Transpositions <- function(word = FALSE) {
  N <- nchar(word)
  if (N > 2) {
    out <- rep(word, N - 1)
    word <- unlist(strsplit(word, NULL))
    # Permutations of the letters
    perms <- matrix(c(1:(N - 1), 2:N), ncol = 2)
    reversed <- perms[, 2:1]
    trans.words <- matrix(rep(word, N - 1), byrow = TRUE, nrow = N - 1)
    for(i in 1:(N - 1)) {
      trans.words[i, perms[i, ]] <- trans.words[i, reversed[i, ]]
      out[i] <- paste(trans.words[i, ], collapse = "")
    }
  }
  else if (N == 2) {
    out <- paste(word[2:1], collapse = "")
  }
  else {
    out <- paste(word, collapse = "")
  }
  return(out)
}

# Single letter deletions.
# Thanks to luiscarlosmr for partial correction in comments
Deletes <- function(word = FALSE) {
  N <- nchar(word)
  out<-mat.or.vec(1,N)
  word <- unlist(strsplit(word, NULL))
  for(i in 1:N) {
    out[i] <- paste(word[-i], collapse = "")
  }
  return(out)
}

# Single-letter insertions.
Insertions <- function(word = FALSE) {
  N <- nchar(word) 
  out <- list()
  for (letter in letters) {
    out[[letter]] <- rep(word, N + 1)
    for (i in 1:(N + 1)) {
      out[[letter]][i] <- paste(substr(word, i - N, i - 1), letter, 
                                substr(word, i, N), sep = "")
    }
  }
  out <- unlist(out)
  return(out)
}

# Single-letter replacements.
Replaces <- function(word = FALSE) {
  N <- nchar(word) 
  out <- list()
  for (letter in letters) {
    out[[letter]] <- rep(word, N)
    for (i in 1:N) {
      out[[letter]][i] <- paste(substr(word, i - N, i - 1), letter, 
                                substr(word, i + 1, N + 1), sep = "")
    }
  }
  out <- unlist(out)
  return(out)
}
# All Neighbors with distance "1"
Neighbors <- function(word) {
  neighbors <- c(word, Replaces(word), Deletes(word),
                 Insertions(word), Transpositions(word))
  return(neighbors)
}

# Probability as determined by our corpus.
Probability <- function(word, dtm) {
  # Number of words, total
  N <- length(dtm)
  word.number <- which(names(dtm) == word)
  count <- dtm[word.number]
  pval <- count/N
  return(pval)
}

# Correct a single word.
Correct <- function(word, dtm) {
  neighbors <- Neighbors(word)
  # If it is a word, just return it.
  if (word %in% names(dtm)) {
    out <- word
  }
  # Otherwise, check for neighbors.
  else {
    # Which of the neighbors are known words?
    known <- which(neighbors %in% names(dtm))
    N.known <- length(known)
    # If there are no known neighbors, including the word,
    # look farther away.
    if (N.known == 0) {
      print(paste("Having a hard time matching '", word, "'...", sep = ""))
      neighbors <- unlist(lapply(neighbors, Neighbors))
    }
    # Then out non-words.
    neighbors <- neighbors[which(neighbors %in% names(dtm))]
    N <- length(neighbors)
    # If we found some neighbors, find the one with the highest
    # p-value.
    if (N >= 1) {
      P <- 0*(1:N)
      for (i in 1:N) {
        P[i] <- Probability(neighbors[i], dtm)
      }
      out <- neighbors[which.max(P)]
    }
    # If no neighbors still, return the word.
    else {
      out <- word
    }
  }
  return(out)
}

# Correct an entire document.
CorrectDocument <- function(document, dtm) {
  by.word <- unlist(strsplit(document, " "))
  N <- length(by.word)
  for (i in 1:N) {
    by.word[i] <- Correct(by.word[i], dtm = dtm)
  }
  corrected <- paste(by.word, collapse = " ")
  return(corrected)
}

The above functions generate “neighbors” of words, determine probabilities of the neighbors, and return the best ones.
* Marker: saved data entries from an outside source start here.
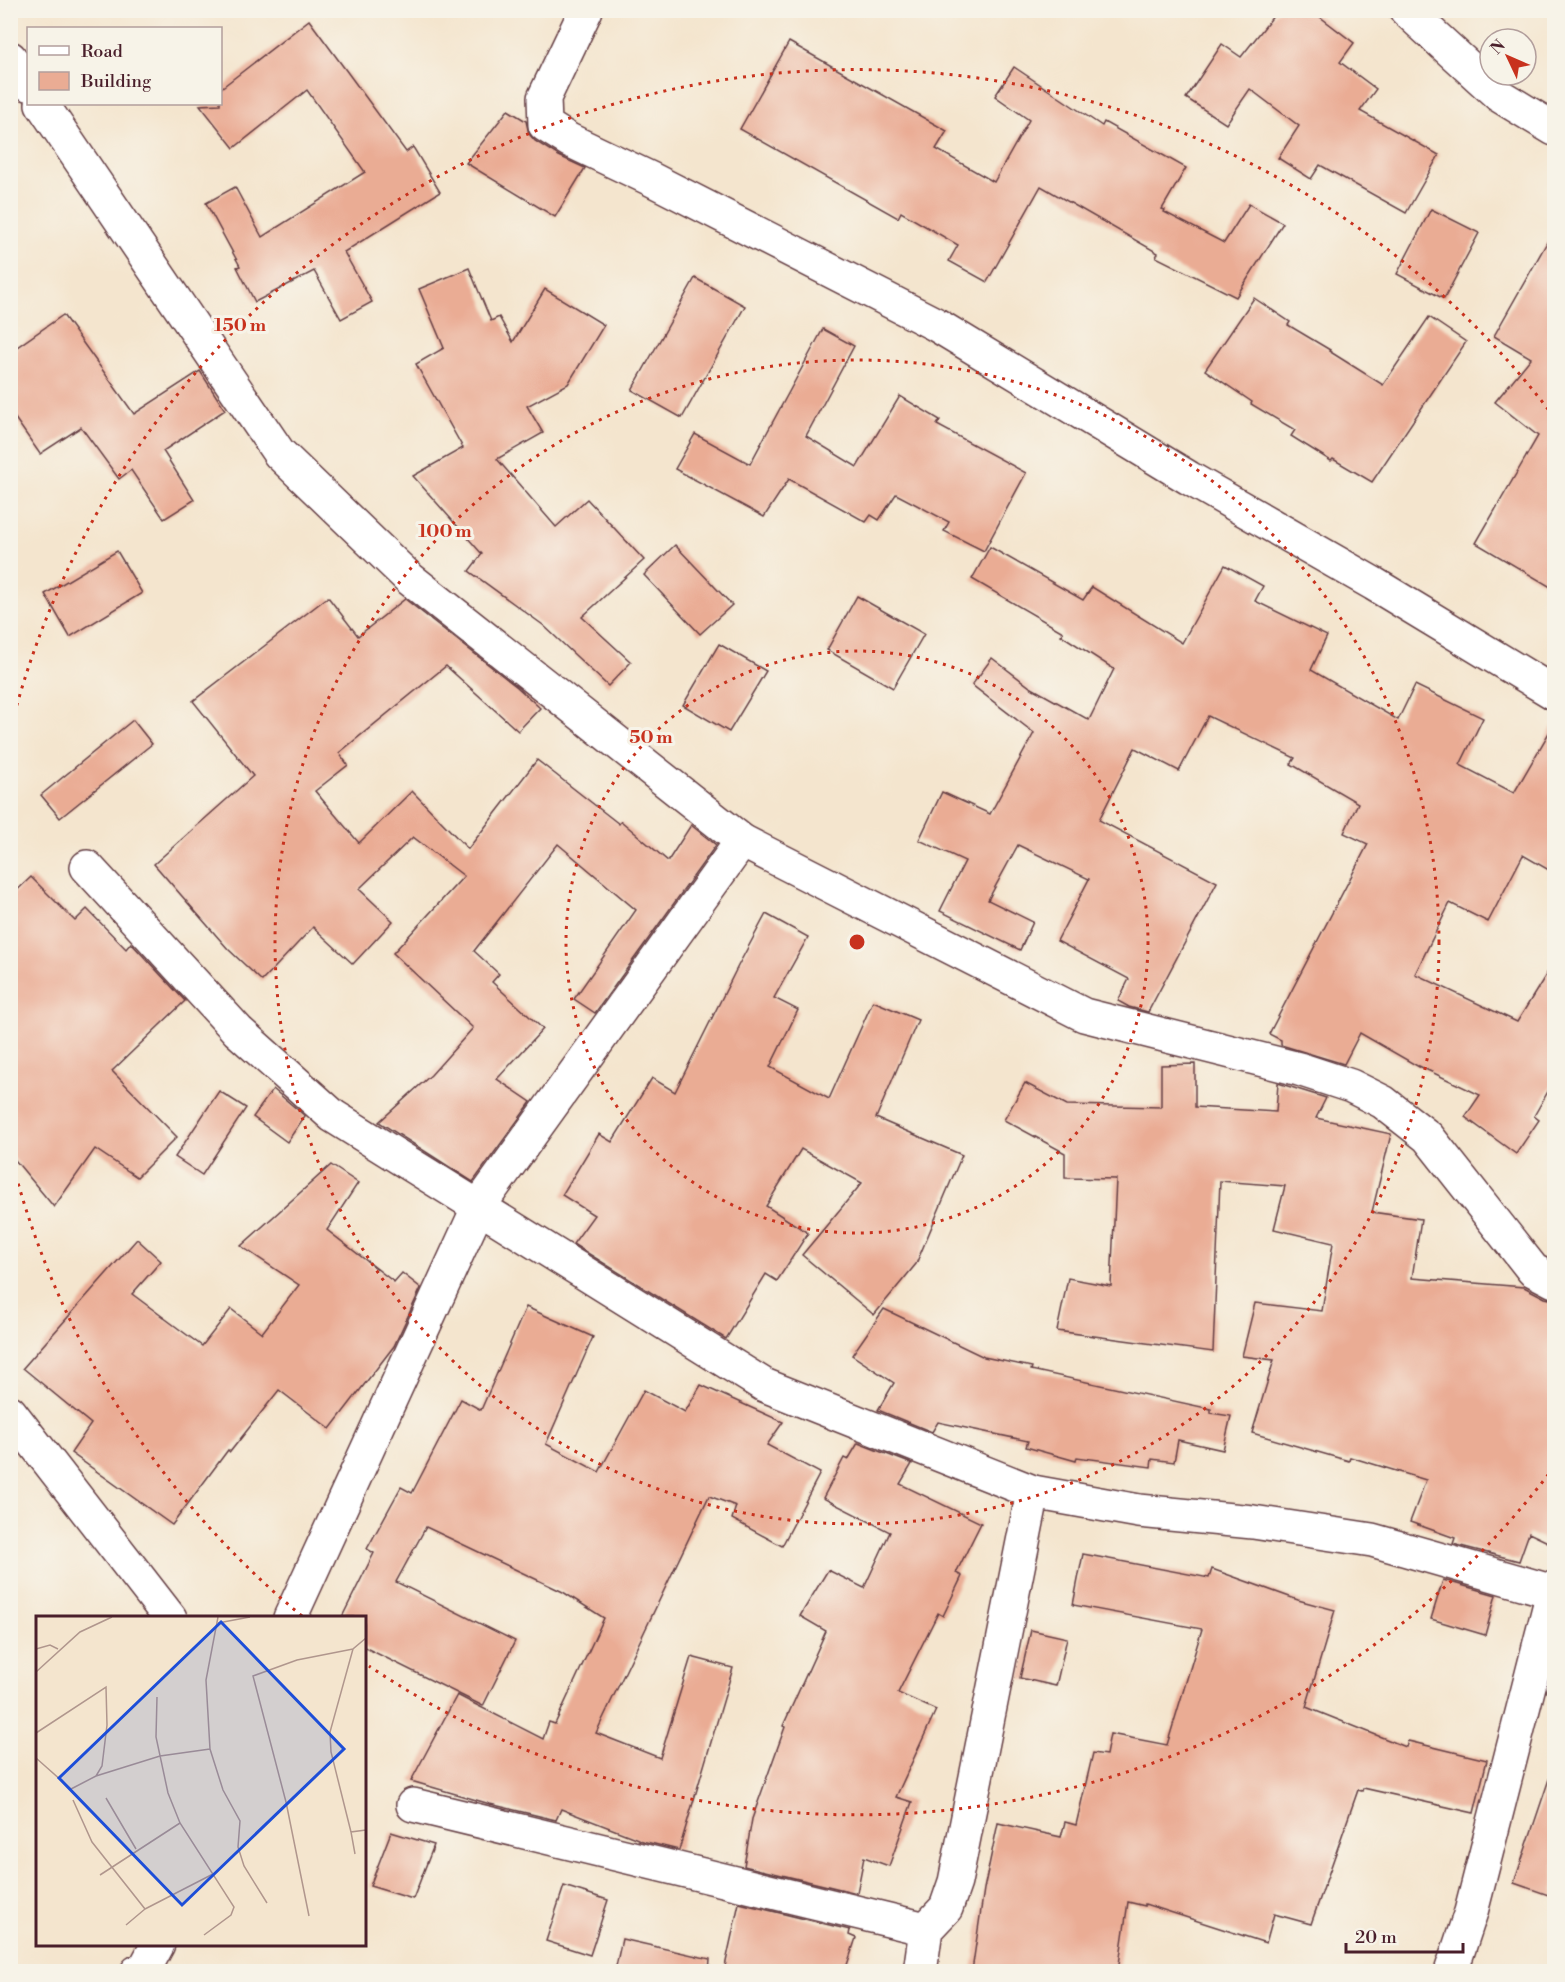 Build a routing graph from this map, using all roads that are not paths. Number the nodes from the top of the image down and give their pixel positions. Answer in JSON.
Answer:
{"nodes":[{"id":1,"x":586,"y":10,"type":"edge"},
{"id":2,"x":1406,"y":10,"type":"edge"},
{"id":3,"x":10,"y":58,"type":"edge"},
{"id":4,"x":27,"y":83,"type":"edge"},
{"id":5,"x":43,"y":105,"type":"edge"},
{"id":6,"x":1554,"y":129,"type":"edge"},
{"id":7,"x":1554,"y":693,"type":"edge"},
{"id":8,"x":742,"y":841,"type":"junction"},
{"id":9,"x":87,"y":867,"type":"dead end"},
{"id":10,"x":479,"y":1206,"type":"junction"},
{"id":11,"x":1554,"y":1281,"type":"edge"},
{"id":12,"x":10,"y":1412,"type":"edge"},
{"id":13,"x":1033,"y":1492,"type":"junction"},
{"id":14,"x":1554,"y":1592,"type":"edge"},
{"id":15,"x":169,"y":1616,"type":"edge"},
{"id":16,"x":290,"y":1616,"type":"edge"},
{"id":17,"x":413,"y":1805,"type":"dead end"},
{"id":18,"x":926,"y":1929,"type":"junction"},
{"id":19,"x":157,"y":1946,"type":"edge"},
{"id":20,"x":137,"y":1971,"type":"edge"},
{"id":21,"x":920,"y":1971,"type":"edge"},
{"id":22,"x":1451,"y":1971,"type":"edge"}],
"edges":[{"from":1,"to":7,"type":"street"},
{"from":2,"to":6,"type":"street"},
{"from":3,"to":4,"type":"street"},
{"from":5,"to":8,"type":"street"},
{"from":8,"to":10,"type":"street"},
{"from":8,"to":11,"type":"street"},
{"from":9,"to":10,"type":"street"},
{"from":10,"to":13,"type":"street"},
{"from":10,"to":16,"type":"street"},
{"from":12,"to":15,"type":"street"},
{"from":13,"to":14,"type":"street"},
{"from":13,"to":18,"type":"street"},
{"from":14,"to":22,"type":"street"},
{"from":17,"to":18,"type":"street"},
{"from":18,"to":21,"type":"street"},
{"from":19,"to":20,"type":"street"}]}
Function “CorrectDocument” will correct an entire document (with special characters and punctuation removed), and “Correct” will simply correct a word. Here are some sample runs.

> Correct("speling", dtm = counts)
        l4 
"spelling" 
> Correct("korrecter", dtm = counts)
[1] "Having a hard time matching 'korrecter'..."
      c1.d9 
"corrected" 
> CorrectDocument("the quick bruwn fowx jumpt ovre tha lasy dog", dtm = counts)
[1] "the quick brown fox jump over the last dog"

As you can see, this function is obviously not perfect. It will do some basic corrections automatically though, but there are some improvements to be made. More to come!

Advertisements

8 thoughts on “A spell-checker in R

    1. RGuy Post author

      Yes, I had come across that in my search. I didn’t think much about it since you cannot directly supply it with a string and have it corrected, but it could easily perform the same function (and better, I’m sure) if I just output the string to a file and then read it in using aspell. I will likely do the latter if I need any serious spell-correction done with R, but learning the idea behind very basic spell-checking was interesting!

      Reply
  1. luiscarlosmr

    Kindly, let me add something about this code:

    # Deletes
    # TRY: word[-i]
    Deletes <- function(word = FALSE) {
    N <- nchar(word)
    out<-mat.or.vec(1,length(N))
    word <- unlist(strsplit(word, NULL))
    for(i in 1:length(N)) {
    out[i] <- paste(word[-i], collapse = "")
    }
    return(out)
    }

    As you can see I just added a line. Have a great time and this code is really interesting to me. Thank you.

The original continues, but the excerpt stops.